O MEC desvaloriza o facto de a PT, devido à desistência da Oni, ter garantido o fornecimento dos serviços de rede de todas as escolas públicas – um cenário, que excetuando o lote atribuído à Optimus, não destoa muito do anterior ao concurso internacional. «O concurso é público e não havia, portanto, preferências do MEC. O facto de uma empresa ter ficado com quatro dos cinco lotes, quando isso ocorre de acordo com as regras da concorrência, não nos coloca qualquer problema», reitera o MEC em resposta institucional, enviada por e-mail.
O que terá levado a Oni, uma pequena operadora especializada no segmento empresarial, a desistir de dois contratos que ascendem a mais de seis milhões de euros e que poderiam servir de prova de capacidade técnica e comercial? Nos bastidores, há quem garanta que a Oni invocou a falta de rentabilidade dos dois lotes que valem mais de seis milhões de euros. É uma tese que não pode ser confirmada junto do remetente e do destinatário da notificação de desistência: a Oni recusa fazer qualquer comentário sobre o assunto; o MEC comenta outras questões relacionadas com o desfecho do concurso, mas nada adianta sobre as justificações invocadas pela Oni aquando da desistência.
Nem um ano passou desde então, mas o setor das telecomunicações apresenta hoje um cenário bem diferente daquele que se registava em maio de 2014. Tudo se precipitou em junho com as primeiras notícias, avançadas pelo Expresso, que davam conta de um buraco milionário nas contas da Rioforte – e o consequente financiamento do grupo GES através de quase 900 milhões de euros que estavam na tesouraria da PT.
Só em outubro surgiriam as primeiras notícias que davam conta do interesse da Altice, detentora da Oni e Cabovisão, em comprar a PT à brasileira Oi. O negócio avaliado em 7,4 mil milhões de euros recebeu na passada segunda-feira, a luz verde da Comissão Europeia, mas com uma condição: para comprar a PT, a Altice vai ter de vender a Oni e a Cabovisão.
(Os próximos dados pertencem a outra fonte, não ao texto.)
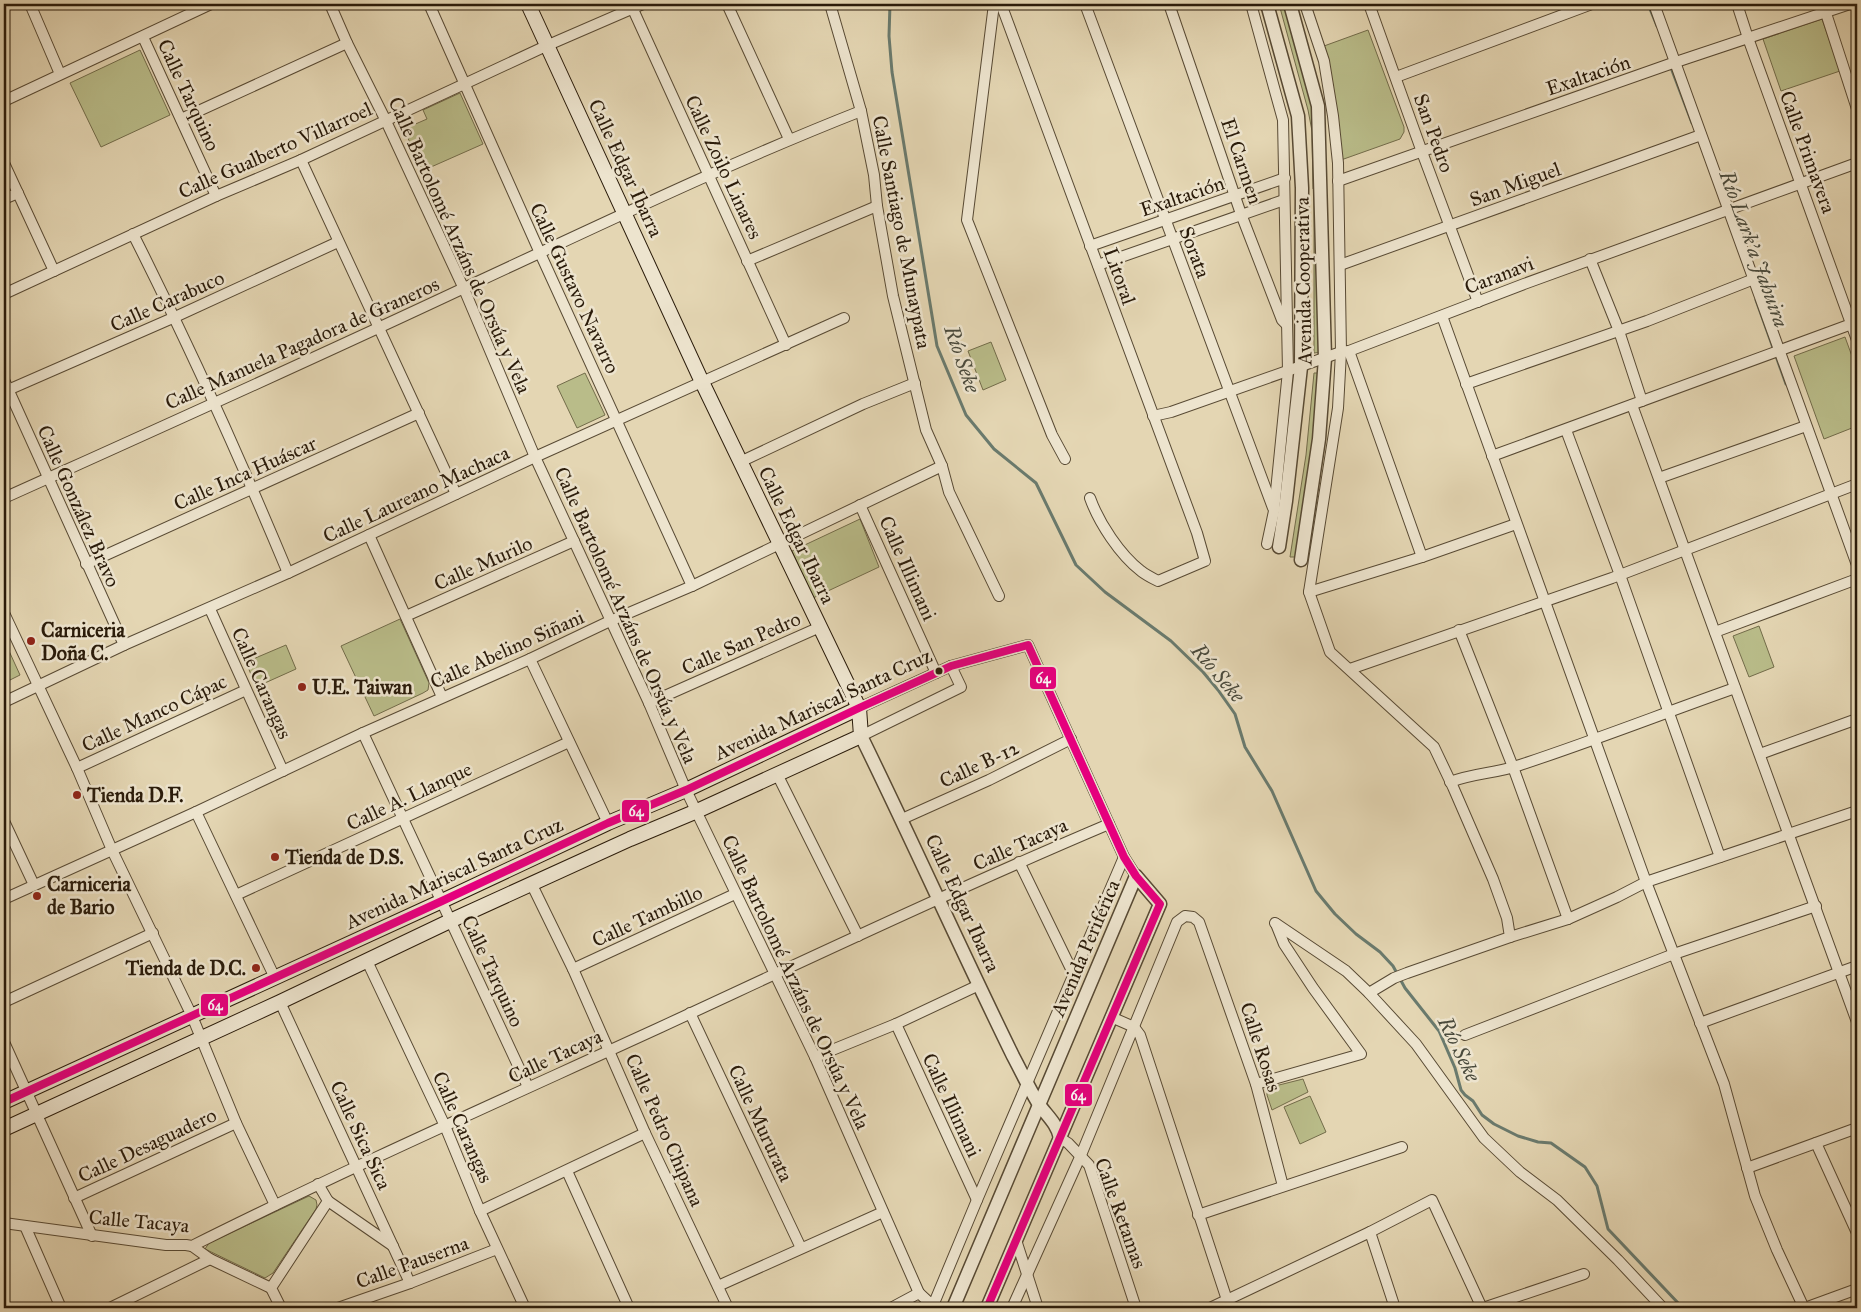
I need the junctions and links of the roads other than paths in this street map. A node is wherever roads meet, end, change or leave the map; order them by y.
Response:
1 (30, 4) edge
2 (211, 4) edge
3 (330, 4) edge
4 (429, 4) edge
5 (528, 4) edge
6 (643, 4) edge
7 (727, 4) edge
8 (830, 4) edge
9 (994, 4) edge
10 (1001, 4) edge
11 (1085, 4) edge
12 (1169, 4) edge
13 (1251, 4) edge
14 (1267, 4) edge
15 (1290, 4) edge
16 (1305, 4) edge
17 (1369, 4) edge
18 (1592, 4) edge
19 (1654, 4) edge
20 (1737, 4) edge
21 (1850, 4) edge
22 (631, 6) edge
23 (1825, 7) edge
24 (143, 37) junction
25 (1748, 38) junction
26 (347, 43) junction
27 (546, 46) junction
28 (1676, 63) junction
29 (60, 74) junction
30 (1396, 77) junction
31 (464, 85) junction
32 (4, 101) edge
33 (1857, 109) edge
34 (861, 110) junction
35 (181, 118) junction
36 (385, 120) junction
37 (1701, 135) junction
38 (790, 139) junction
39 (1422, 152) junction
40 (301, 160) junction
41 (4, 163) edge
42 (1857, 163) edge
43 (707, 175) junction
44 (1285, 178) junction
45 (1338, 181) junction
46 (1801, 183) junction
47 (18, 193) junction
48 (216, 196) junction
49 (1235, 196) junction
50 (4, 199) edge
51 (1284, 200) junction
52 (878, 206) junction
53 (1729, 211) junction
54 (625, 212) junction
55 (1242, 214) junction
56 (1165, 220) junction
57 (1449, 226) junction
58 (133, 234) junction
59 (1172, 239) junction
60 (338, 242) junction
61 (1090, 246) junction
62 (540, 253) junction
63 (1590, 259) junction
64 (747, 261) junction
65 (1098, 265) junction
66 (1340, 265) junction
67 (54, 271) junction
68 (1754, 279) junction
69 (464, 289) junction
70 (4, 294) edge
71 (1478, 302) junction
72 (1442, 316) junction
73 (175, 317) junction
74 (844, 318) dead end
75 (1854, 323) edge
76 (1288, 325) junction
77 (379, 328) junction
78 (1619, 331) junction
79 (1857, 340) edge
80 (786, 345) junction
81 (1779, 351) junction
82 (1345, 352) junction
83 (1324, 358) junction
84 (1301, 366) junction
85 (1288, 371) junction
86 (4, 380) edge
87 (702, 382) junction
88 (915, 383) junction
89 (1466, 384) junction
90 (8, 390) junction
91 (1230, 391) junction
92 (214, 402) junction
93 (1637, 403) junction
94 (418, 413) junction
95 (1153, 416) junction
96 (616, 420) junction
97 (1806, 426) junction
98 (1566, 430) junction
99 (1492, 456) junction
100 (535, 457) junction
101 (1065, 459) dead end
102 (740, 462) junction
103 (942, 466) junction
104 (47, 478) junction
105 (1659, 478) junction
106 (1857, 484) edge
107 (253, 488) junction
108 (1831, 493) junction
109 (456, 494) junction
110 (4, 498) edge
111 (1090, 498) dead end
112 (860, 505) junction
113 (1274, 511) junction
114 (1516, 524) junction
115 (369, 535) junction
116 (574, 541) junction
117 (779, 543) junction
118 (1273, 546) joint
119 (1685, 549) junction
120 (1422, 557) junction
121 (1301, 560) dead end
122 (86, 564) junction
123 (1857, 565) edge
124 (288, 574) junction
125 (1620, 575) junction
126 (1857, 579) edge
127 (692, 586) junction
128 (1310, 592) junction
129 (998, 596) dead end
130 (1546, 601) junction
131 (210, 609) junction
132 (4, 613) edge
133 (406, 616) junction
134 (610, 621) junction
135 (820, 627) junction
136 (1459, 630) junction
137 (1716, 632) junction
138 (124, 645) junction
139 (530, 659) junction
140 (951, 666) junction
141 (1350, 669) junction
142 (936, 673) junction
143 (37, 687) junction
144 (1736, 688) junction
145 (246, 690) junction
146 (442, 697) junction
147 (4, 702) edge
148 (649, 703) junction
149 (859, 708) junction
150 (1668, 712) junction
151 (1857, 719) edge
152 (363, 733) junction
153 (861, 736) junction
154 (1071, 739) junction
155 (1595, 740) junction
156 (569, 742) junction
157 (1760, 754) junction
158 (77, 768) junction
159 (1513, 768) junction
160 (283, 770) junction
161 (777, 774) junction
162 (1450, 782) junction
163 (686, 790) junction
164 (697, 811) junction
165 (1857, 811) edge
166 (196, 812) junction
167 (402, 818) junction
168 (902, 819) junction
169 (4, 821) edge
170 (608, 823) junction
171 (1109, 824) junction
172 (1790, 834) junction
173 (112, 850) junction
174 (1124, 857) junction
175 (1720, 857) junction
176 (1019, 862) junction
177 (1136, 876) junction
178 (1646, 882) junction
179 (34, 884) junction
180 (532, 884) junction
181 (735, 894) junction
182 (236, 895) junction
183 (4, 899) edge
184 (939, 899) junction
185 (442, 902) junction
186 (1816, 906) junction
187 (1568, 918) junction
188 (450, 921) junction
189 (153, 933) junction
190 (858, 936) junction
191 (1510, 937) junction
192 (1674, 954) junction
193 (367, 961) junction
194 (1857, 966) edge
195 (574, 969) junction
196 (1840, 972) junction
197 (774, 974) junction
198 (1074, 975) junction
199 (275, 978) junction
200 (979, 985) junction
201 (1369, 993) junction
202 (4, 1002) edge
203 (280, 1002) junction
204 (690, 1013) junction
205 (192, 1016) junction
206 (1112, 1017) junction
207 (1857, 1022) edge
208 (1700, 1023) junction
209 (896, 1024) junction
210 (1134, 1027) junction
211 (1465, 1035) dead end
212 (200, 1039) junction
213 (4, 1042) edge
214 (609, 1050) junction
215 (814, 1057) junction
216 (1027, 1083) junction
217 (1256, 1084) junction
218 (528, 1087) junction
219 (27, 1092) junction
220 (4, 1102) edge
221 (1039, 1104) junction
222 (37, 1114) junction
223 (236, 1124) junction
224 (445, 1126) junction
225 (1857, 1128) edge
226 (4, 1129) edge
227 (646, 1133) junction
228 (1060, 1138) junction
229 (1816, 1143) junction
230 (1402, 1148) dead end
231 (1081, 1156) junction
232 (357, 1167) junction
233 (1747, 1168) junction
234 (567, 1171) junction
235 (318, 1184) junction
236 (1283, 1186) junction
237 (74, 1198) junction
238 (976, 1200) junction
239 (328, 1201) junction
240 (275, 1205) junction
241 (480, 1211) junction
242 (883, 1212) junction
243 (1198, 1216) junction
244 (4, 1223) edge
245 (25, 1226) junction
246 (1370, 1232) junction
247 (1857, 1233) edge
248 (92, 1236) junction
249 (1016, 1240) junction
250 (192, 1246) junction
251 (392, 1246) junction
252 (801, 1248) junction
253 (497, 1249) junction
254 (210, 1259) junction
255 (1584, 1274) dead end
256 (1027, 1275) junction
257 (410, 1283) junction
258 (718, 1286) junction
259 (271, 1288) junction
260 (1857, 1290) edge
261 (920, 1293) junction
262 (1227, 1300) junction
263 (932, 1307) edge
264 (61, 1308) edge
265 (110, 1308) edge
266 (281, 1308) edge
267 (338, 1308) edge
268 (525, 1308) edge
269 (629, 1308) edge
270 (728, 1308) edge
271 (891, 1308) edge
272 (953, 1308) edge
273 (987, 1308) edge
274 (1012, 1308) edge
275 (1038, 1308) edge
276 (1136, 1308) edge
277 (1210, 1308) edge
278 (1395, 1308) edge
279 (1482, 1308) edge
280 (1663, 1308) edge
281 (1805, 1308) edge

1 - 29 street
2 - 24 street
3 - 26 street, Calle Bartolomé Arzáns de Orsúa y Vela
4 - 31 street, Calle Gustavo Navarro
5 - 27 main road, Calle Edgar Ibarra
6 - 22 street, Calle Gualberto Villarroel
7 - 38 street
8 - 34 street, Calle Santiago de Munaypata
9 - 101 street
10 - 61 street, Litoral
11 - 56 street, Sorata
12 - 49 street, El Carmen
13 - 44 street
14 - 84 street, Avenida Cooperativa
15 - 83 street, Avenida Cooperativa
16 - 45 street
17 - 30 street, San Pedro
18 - 30 street
19 - 28 street
20 - 25 street, Calle Primavera
21 - 23 street, Exaltación
22 - 27 street, Calle Gualberto Villarroel
22 - 43 street, Calle Zoilo Linares
23 - 25 street, Exaltación
23 - 33 street
24 - 29 street
24 - 35 street, Calle Tarquino
25 - 28 street, Exaltación
25 - 46 street, Calle Primavera
26 - 35 street
26 - 36 street, Calle Bartolomé Arzáns de Orsúa y Vela
27 - 31 street, Calle Gualberto Villarroel
27 - 54 main road, Calle Edgar Ibarra
28 - 37 street
28 - 39 street, Exaltación
29 - 32 street
30 - 39 street, San Pedro
31 - 36 street, Calle Gualberto Villarroel
31 - 62 street, Calle Gustavo Navarro
34 - 38 street, Calle Manuela Pagadora de Graneros
34 - 52 street, Calle Santiago de Munaypata
35 - 48 street, Calle Tarquino
36 - 40 street, Calle Gualberto Villarroel
36 - 69 street, Calle Bartolomé Arzáns de Orsúa y Vela
37 - 53 street
37 - 57 street, San Miguel
38 - 43 street, Calle Manuela Pagadora de Graneros
39 - 45 street, Exaltación
39 - 57 street, San Pedro
40 - 48 street, Calle Gualberto Villarroel
40 - 60 street
41 - 47 street
42 - 46 street, Caranavi
43 - 54 street, Calle Manuela Pagadora de Graneros
43 - 64 street, Calle Zoilo Linares
44 - 49 street, Exaltación
44 - 51 street
45 - 66 street
46 - 53 street, Caranavi
46 - 75 street, Calle Primavera
47 - 50 street
47 - 67 street
48 - 58 street, Calle Gualberto Villarroel
49 - 55 street, El Carmen
49 - 56 street, Exaltación
51 - 55 street, Exaltación
51 - 76 street
52 - 64 street
52 - 88 street, Calle Santiago de Munaypata
53 - 63 street, Caranavi
53 - 68 street
54 - 62 street, Calle Manuela Pagadora de Graneros
54 - 87 main road, Calle Edgar Ibarra
55 - 59 street, Exaltación
55 - 76 street, El Carmen
56 - 59 street, Sorata
56 - 61 street, Exaltación
57 - 66 street, San Miguel
57 - 71 street, San Pedro
58 - 67 street, Calle Gualberto Villarroel
58 - 73 street
59 - 65 street, Exaltación
59 - 91 street, Sorata
60 - 73 street, Calle Carabuco
60 - 77 street
61 - 65 street, Litoral
62 - 69 street, Calle Manuela Pagadora de Graneros
62 - 96 street, Calle Gustavo Navarro
63 - 71 street, Caranavi
63 - 78 street
64 - 80 street, Calle Zoilo Linares
65 - 95 street, Litoral
66 - 82 street
67 - 70 street, Calle Gualberto Villarroel
68 - 78 street
68 - 81 street
69 - 77 street, Calle Manuela Pagadora de Graneros
69 - 100 street, Calle Bartolomé Arzáns de Orsúa y Vela
71 - 72 street, Caranavi
72 - 82 street, Caranavi
72 - 89 street
73 - 90 street, Calle Carabuco
73 - 92 street
74 - 80 street, Calle Laureano Machaca
75 - 79 street, Calle Primavera
75 - 81 street
76 - 85 street
77 - 92 street, Calle Manuela Pagadora de Graneros
77 - 94 street
78 - 89 street
78 - 93 street
80 - 87 street, Calle Laureano Machaca
81 - 93 street
81 - 97 street
82 - 83 street, Caranavi
82 - 120 street
82 - 128 street
83 - 84 street, Caranavi
83 - 121 street, Avenida Cooperativa
84 - 85 street, Caranavi
84 - 118 street, Avenida Cooperativa
85 - 91 street, Caranavi
85 - 113 street
86 - 90 street, Calle González Bravo
87 - 96 street, Calle Laureano Machaca
87 - 102 main road, Calle Edgar Ibarra
88 - 102 street
88 - 103 street, Calle Santiago de Munaypata
89 - 99 street
90 - 104 street, Calle González Bravo
91 - 95 street, Caranavi
91 - 113 street, Sorata
92 - 104 street, Calle Manuela Pagadora de Graneros
92 - 107 street
93 - 98 street
93 - 105 street
94 - 107 street, Calle Inca Huáscar
94 - 109 street
95 - 111 street, Litoral
96 - 100 street, Calle Laureano Machaca
96 - 127 street, Calle Gustavo Navarro
97 - 105 street
97 - 108 street
98 - 99 street
98 - 125 street
99 - 114 street
100 - 109 street, Calle Laureano Machaca
100 - 116 street, Calle Bartolomé Arzáns de Orsúa y Vela
102 - 117 main road, Calle Edgar Ibarra
103 - 112 street, Calle Abelino Siñani
103 - 129 street, Calle Santiago de Munaypata
104 - 110 street, Calle Manuela Pagadora de Graneros
104 - 122 street, Calle González Bravo
105 - 119 street
106 - 108 street
107 - 122 street, Calle Inca Huáscar
107 - 124 street
108 - 119 street
108 - 123 street
109 - 115 street, Calle Laureano Machaca
112 - 117 street, Calle Abelino Siñani
112 - 142 street, Calle Illimani
113 - 118 street
114 - 120 street
114 - 130 street
115 - 124 street, Calle Laureano Machaca
115 - 133 street
116 - 133 street, Calle Murilo
116 - 134 street, Calle Bartolomé Arzáns de Orsúa y Vela
117 - 127 street, Calle Abelino Siñani
117 - 135 main road, Calle Edgar Ibarra
119 - 125 street
119 - 137 street
120 - 128 street
122 - 138 street, Calle González Bravo
124 - 131 street, Calle Laureano Machaca
125 - 130 street
125 - 150 street
126 - 137 street
127 - 134 street, Calle Abelino Siñani
128 - 141 street
130 - 136 street
130 - 155 street
131 - 138 street, Calle Laureano Machaca
131 - 145 street, Calle Carangas
132 - 143 street
133 - 146 street
134 - 139 street, Calle Abelino Siñani
134 - 148 street, Calle Bartolomé Arzáns de Orsúa y Vela
135 - 148 street, Calle San Pedro
135 - 149 main road, Calle Edgar Ibarra
136 - 141 street
136 - 159 street
137 - 144 street
138 - 143 street, Calle Laureano Machaca
139 - 146 street, Calle Abelino Siñani
139 - 156 street
140 - 142 street, Avenida Mariscal Santa Cruz
140 - 153 street, Avenida Mariscal Santa Cruz
140 - 154 street
141 - 162 street
142 - 149 street, Avenida Mariscal Santa Cruz
143 - 147 street, Calle Laureano Machaca
143 - 158 street
144 - 150 street
144 - 157 street
145 - 158 street, Calle Manco Cápac
145 - 160 street, Calle Carangas
146 - 152 street, Calle Abelino Siñani
148 - 163 street, Calle Bartolomé Arzáns de Orsúa y Vela
149 - 153 main road, Calle Edgar Ibarra
149 - 163 main road, Avenida Mariscal Santa Cruz
150 - 155 street
150 - 175 street
151 - 157 street
152 - 160 street, Calle Abelino Siñani
152 - 167 street, Calle Tarquino
153 - 161 main road, Avenida Mariscal Santa Cruz
153 - 168 street, Calle Edgar Ibarra
154 - 168 street, Calle B-12
154 - 171 street
155 - 159 street
155 - 178 street
156 - 167 street, Calle A. Llanque
156 - 170 street
157 - 172 street
158 - 173 street
159 - 162 street
159 - 187 street
160 - 166 street, Calle Abelino Siñani
161 - 164 main road, Avenida Mariscal Santa Cruz
161 - 190 street
162 - 191 street
163 - 164 street, Calle Bartolomé Arzáns de Orsúa y Vela
163 - 170 main road, Avenida Mariscal Santa Cruz
164 - 180 main road, Avenida Mariscal Santa Cruz
164 - 181 street, Calle Bartolomé Arzáns de Orsúa y Vela
165 - 172 street
166 - 173 street, Calle Abelino Siñani
166 - 182 street
167 - 182 street, Calle A. Llanque
167 - 185 street, Calle Tarquino
168 - 184 street, Calle Edgar Ibarra
169 - 179 street
170 - 185 main road, Avenida Mariscal Santa Cruz
171 - 174 street
171 - 176 street, Calle Tacaya
172 - 175 street
172 - 186 street
173 - 179 street, Calle Abelino Siñani
173 - 189 street
174 - 177 street
174 - 198 street
175 - 178 street
176 - 184 street, Calle Tacaya
176 - 198 street
177 - 206 street, Avenida Periférica
177 - 221 street, Avenida Periférica
178 - 187 street
178 - 192 street
179 - 183 street, Calle Abelino Siñani
180 - 188 main road, Avenida Mariscal Santa Cruz
180 - 195 street, Calle Pedro Chipana
181 - 195 street, Calle Tambillo
181 - 197 street, Calle Bartolomé Arzáns de Orsúa y Vela
182 - 199 street
184 - 190 street, Calle Tacaya
184 - 200 street, Calle Edgar Ibarra
185 - 188 street, Calle Tarquino
185 - 199 main road, Avenida Mariscal Santa Cruz
186 - 192 street
186 - 196 street
187 - 191 street
188 - 193 main road, Avenida Mariscal Santa Cruz
188 - 218 street, Calle Tarquino
189 - 202 street
189 - 205 street
190 - 197 street, Calle Tacaya
191 - 201 street
192 - 208 street
192 - 211 street
193 - 203 main road, Avenida Mariscal Santa Cruz
193 - 224 street, Calle Carangas
194 - 196 street
195 - 214 street, Calle Pedro Chipana
196 - 207 street
196 - 208 street
197 - 204 street, Calle Tacaya
197 - 215 street, Calle Bartolomé Arzáns de Orsúa y Vela
198 - 216 street
199 - 205 main road, Avenida Mariscal Santa Cruz
200 - 209 street
200 - 216 street, Calle Edgar Ibarra
201 - 217 street
201 - 280 street
203 - 212 main road, Avenida Mariscal Santa Cruz
203 - 232 street, Calle Sica Sica
204 - 214 street, Calle Tacaya
204 - 252 street, Calle Mururata
205 - 212 street
205 - 219 main road, Avenida Mariscal Santa Cruz
206 - 210 street
206 - 228 street, Avenida Periférica
208 - 233 street
209 - 215 street
209 - 238 street, Calle Illimani
210 - 217 street, Calle Rosas
210 - 231 street
210 - 243 street
212 - 222 main road, Avenida Mariscal Santa Cruz
212 - 223 street
213 - 219 street
214 - 218 street, Calle Tacaya
214 - 227 street, Calle Pedro Chipana
215 - 242 street, Calle Bartolomé Arzáns de Orsúa y Vela
216 - 221 street, Calle Edgar Ibarra
216 - 238 street
217 - 236 street, Calle Rosas
218 - 224 street, Calle Tacaya
219 - 220 main road, Avenida Mariscal Santa Cruz
219 - 222 street
221 - 228 street, Calle Edgar Ibarra
221 - 272 street, Avenida Periférica
222 - 226 main road, Avenida Mariscal Santa Cruz
222 - 237 street
223 - 237 street, Calle Desaguadero
223 - 240 street
224 - 232 street, Calle Tacaya
224 - 241 street, Calle Carangas
225 - 229 street
227 - 234 street
227 - 258 street, Calle Pedro Chipana
228 - 231 street, Calle Retamas
228 - 249 street, Avenida Periférica
229 - 233 street
229 - 247 street
230 - 236 street
231 - 256 street
231 - 276 street, Calle Retamas
232 - 235 street, Calle Tacaya
232 - 251 street, Calle Sica Sica
233 - 281 street
234 - 241 street
234 - 269 street
235 - 239 street
235 - 240 street, Calle Tacaya
236 - 243 street
237 - 248 street
238 - 263 street
239 - 251 street
239 - 259 street
240 - 250 street, Calle Tacaya
241 - 253 street, Calle Carangas
242 - 252 street
242 - 261 street, Calle Bartolomé Arzáns de Orsúa y Vela
243 - 262 street
244 - 245 street, Calle Tacaya
245 - 248 street, Calle Tacaya
245 - 264 street
246 - 262 street
246 - 278 street
246 - 279 street
248 - 250 street, Calle Tacaya
249 - 256 street
249 - 273 street, Avenida Periférica
250 - 254 street
251 - 257 street, Calle Sica Sica
252 - 258 street
253 - 257 street, Calle Pauserna
253 - 268 street, Calle Carangas
254 - 259 street
254 - 265 street
255 - 279 street
256 - 274 street
256 - 275 street
257 - 267 street, Calle Pauserna
258 - 270 street, Calle Pedro Chipana
259 - 266 street
260 - 281 street
261 - 263 street
261 - 271 street
262 - 277 street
Resultado: mesmo sem saber o que estava a acontecer na operadora concorrente, a decisão de desistência da Oni acabou por garantir que a rede das escolas se mantinha numa empresa da Altice – desta feita, através da PT, cuja compra está em vias de ser concluída.
Quem comprar a Oni (as mais recentes notícias dão conta do interesse da Vodafone) vai deparar-se com um cenário diferente daquele que a Altice vai encontrar na PT: de acordo com o Código dos Contratos Públicos, os casos de desistência podem ser alvo de coimas máximas de 44.800 euros que podem ser acrescidas do impedimento de participação em concursos públicos por um máximo de dois anos.